Pero para el software crítico para los negocios — sistemas que manejan flujos de dinero, informes fiscales, datos de empleados, riesgos legales — la situación será muy distinta. Son procesos con un nivel de error extremadamente bajo permitido. Cuando no llega el salario, cuando la autoridad fiscal viene a verificar, cuando la póliza de seguro se interrumpe — esas son consecuencias reales.

Para estos procesos, las empresas seguirán confiando en los proveedores. Y la dinámica de “el que gana se lleva todo” será más extrema que nunca. No solo por efectos de red, sino porque una plataforma nativa de IA, que escala y acumula datos privados de millones de transacciones y miles de escenarios de cumplimiento, tiene una ventaja compuesta que hace casi imposible que los seguidores arranquen desde cero.

La barrera de entrada no es un conjunto de funciones. Es la calidad, acumulada con el tiempo, por altos estándares en un campo donde los errores se pagan caro.

Eso significa una consolidación en el mercado de software, que supera la era SaaS. Espero que en diez años, en HR y nóminas, no haya 20 empresas con unos pocos puntos porcentuales cada una. Habrá dos o tres plataformas con la mayor parte del valor, y una larga lista de soluciones desechables que casi no aportarán nada.

La misma lógica se aplicará en todos lados donde la complejidad de cumplimiento, la acumulación de datos y los altos costos de cambio sean la norma.

Las empresas en la cima parecen similares: fundadas por técnicos con sentido del producto; construidas con arquitectura IA-native desde el día uno; operando en mercados donde los gigantes actuales no pueden ofrecer respuestas estructurales sin destruir su negocio existente.

Hicieron una predicción única en su etapa temprana, vieron la verdad creada por la IA que aún no valoraban, y se mantuvieron lo suficiente para que el interés compuesto se hiciera evidente.

Fundé Warp en 2022 porque creía que toda la pila relacionada con gestión de personal — salarios, cumplimiento fiscal, beneficios, onboarding, gestión de equipos — está construida sobre trabajo manual y arquitecturas obsoletas que la IA puede reemplazar por completo. No mejorar. Reemplazar.

Los grandes jugadores crearon negocios multimillonarios absorbiendo la complejidad del personal. Nosotros construimos un negocio eliminando la complejidad de raíz.

Tres años confirmaron esa apuesta. Procesamos más de 500 millones en transacciones, crecemos activamente, atendemos empresas que crean tecnologías clave. Cada mes, los datos acumulados sobre cumplimiento, casos extremos procesados, integraciones creadas hacen que la plataforma sea más difícil de copiar y más valiosa para los clientes.
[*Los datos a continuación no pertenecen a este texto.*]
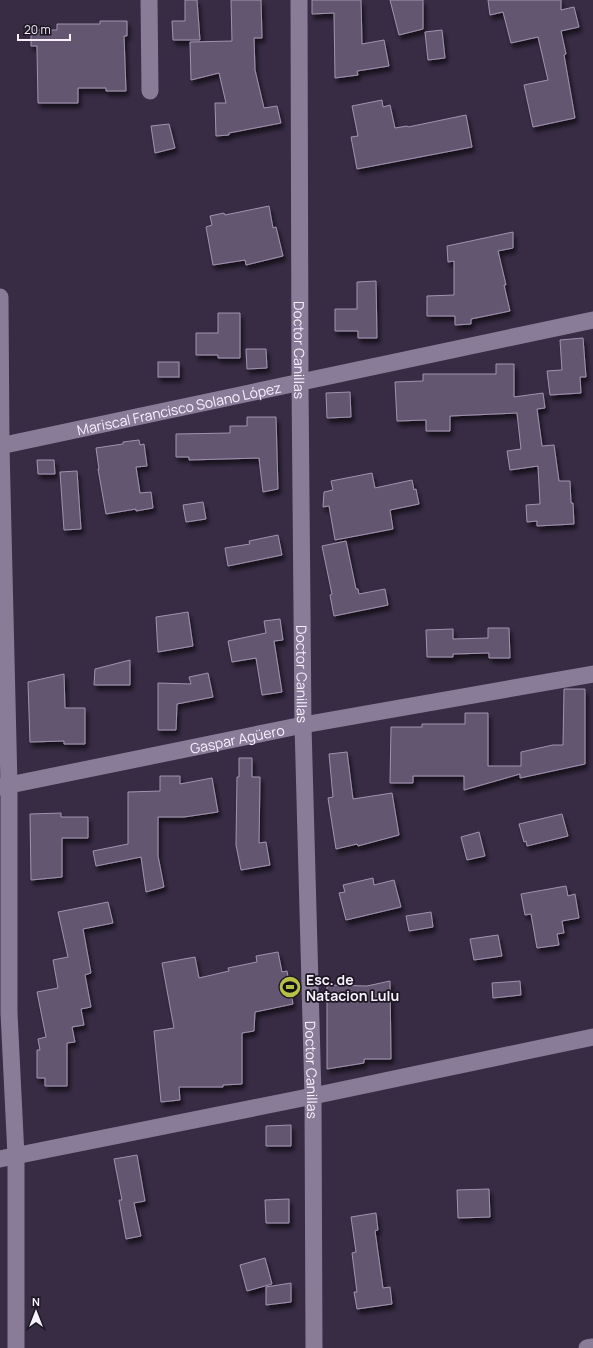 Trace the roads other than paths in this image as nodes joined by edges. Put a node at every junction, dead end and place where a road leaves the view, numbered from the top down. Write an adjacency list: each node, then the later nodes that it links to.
1 (149, 0): 3 (street)
2 (299, 0): 6 (street, Doctor Canillas)
3 (150, 91)
4 (0, 297): 7 (street)
5 (593, 320): 6 (street, Mariscal Francisco Solano López)
6 (300, 382): 7 (street, Mariscal Francisco Solano López); 9 (street, Doctor Canillas)
7 (0, 446): 10 (street)
8 (593, 674): 9 (street, Gaspar Agüero)
9 (303, 725): 10 (street, Gaspar Agüero); 12 (street, Doctor Canillas)
10 (5, 786): 13 (street)
11 (593, 1037): 12 (street)
12 (313, 1096): 13 (street); 16 (street, Doctor Canillas)
13 (8, 1158): 15 (street)
14 (593, 1347): 17 (street)
15 (16, 1348)
16 (314, 1348)
17 (587, 1348)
La ventaja competitiva aún está en sus primeras etapas, pero ya se formó y se acelera.

No lo cuento porque el éxito estuviera predestinado — en un mundo de leyes de potencia, nada está predestinado —, sino porque la lógica que nos trajo aquí es la que describí: ver la verdad, profundizar más que otros, construir estándares que mantienes sin presión externa, y mantenerte lo suficiente para saber si tenías razón.

Las empresas que sobresaldrán en la era de la IA serán las que entendieron: el acceso nunca fue un recurso escaso, el insight sí; la ejecución nunca fue protección, el gusto sí; la velocidad nunca fue ventaja, la profundidad sí.

La ley de potencia no se preocupa por tus intenciones. Pero recompensa las intenciones correctas.